On Thu, Dec 4, 2014 at 8:16 AM, felixfontein notifications@github.com wrote:

I could do that, but I can't get my hand on the generated Task object. (Not without changing main.py, though.)

I also need the task object to look in its action field, find all calls to Nikola.render_template, extract their context, and get the list of posts from there. From that list (only one post for rendering single pages), I generate a hash of all comments associated to all these posts. This I essentially add to to the uptodate field -- unfortunately, I have to do an ugly hack there since the object is later modified under the assumption that uptodate consists precisely of one config_changed`object. The latter fact took me more than one hour to find that out; for example thepages`` plugin does the following:

                task['uptodate'] = [config_changed({
                    1: task['uptodate'][0].config,
                    2: kw})]

I guess the reason for that is because doit doesn't like more than one config_changed object per uptodate list.

Thats true.
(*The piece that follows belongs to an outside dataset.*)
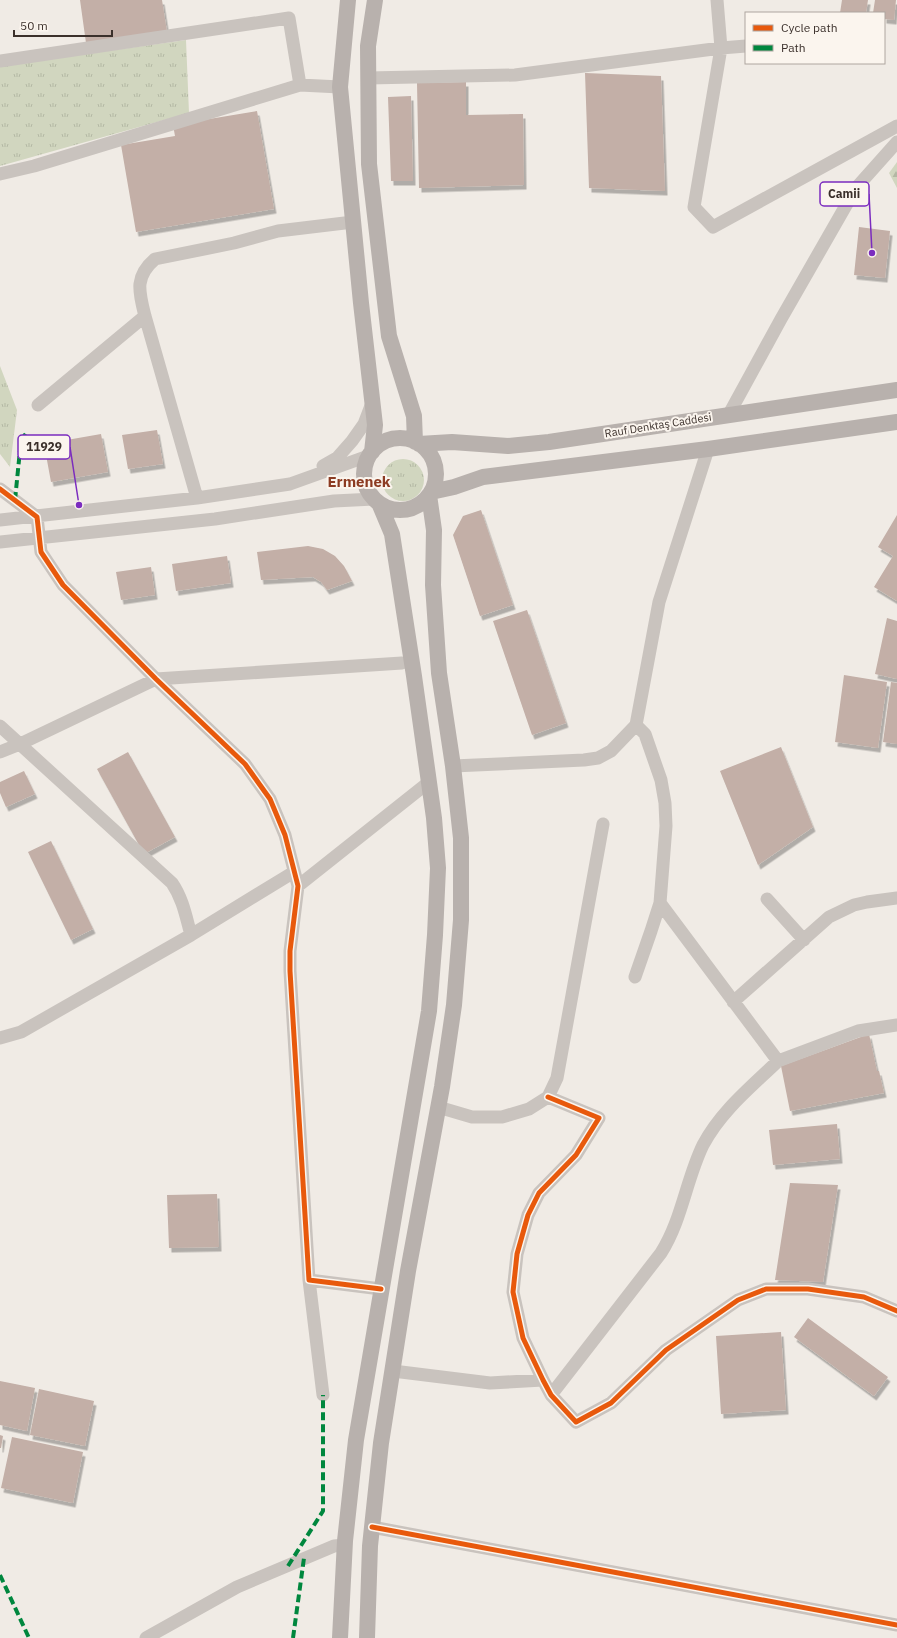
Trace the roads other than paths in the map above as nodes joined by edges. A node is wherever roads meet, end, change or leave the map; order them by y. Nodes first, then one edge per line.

If config_changed() is used more than once the values will be overwritten... Thats a problem of the config_changed() implementation and I guess not hard to find a work around.

cheers,

felixfontein commented 9 years ago

Yes, it's quite simple to do that. The idea would be to create an own config_changed class which allows to specify the name of the variable used to store the config's hash. Actually, in Nikola.utils there's already a class deriving from doit's config_changed (it uses a different serialization), so a natural choice would be to extend that class to allow setting the variable name, and then using a name based on the plugin's name (or so) and avoid such rather hackish code.

felixfontein commented 9 years ago

Ok, to get rid of the restrictions of config_changed and the hacks resulting of the old behavior I now started a pull request (#1526).

About the rest: what do you guys think about extending the Post class so that you can add dependencies (for dep_files or uptodate) for

The core plugins and generic_post_list_renderer and generic_page_renderer need to be modified to use this information resp. to use this functions to store information.

Comments?

Kwpolska commented 9 years ago

Makes sense. Bonus points for integrating the .dep file logic with this.

felixfontein commented 9 years ago

I'd like to move the .dep file logic into the page compiler. For example, a function of the page compiler is called directly after creation of the Post objects, whose sole job is to include the contents of .dep files (or something similar, or just nothing, depending on the page compiler).

I'll probably move the .dep handling into the default implementation in plugin_categories.py, so that other page compilers people wrote who depend on the .dep file logic don't break. Page compilers who don't need it can overwrite the default implementation to do nothing.

felixfontein commented 9 years ago

Ok, development started. Let's continue discussion of concrete implementation stuff in #1529, and use this thread only for more philosophical stuff (or close it).

felixfontein commented 9 years ago

Since both PRs which resulted from this thread are merged, I guess it's time to close it. Thanks for your feedback and hints!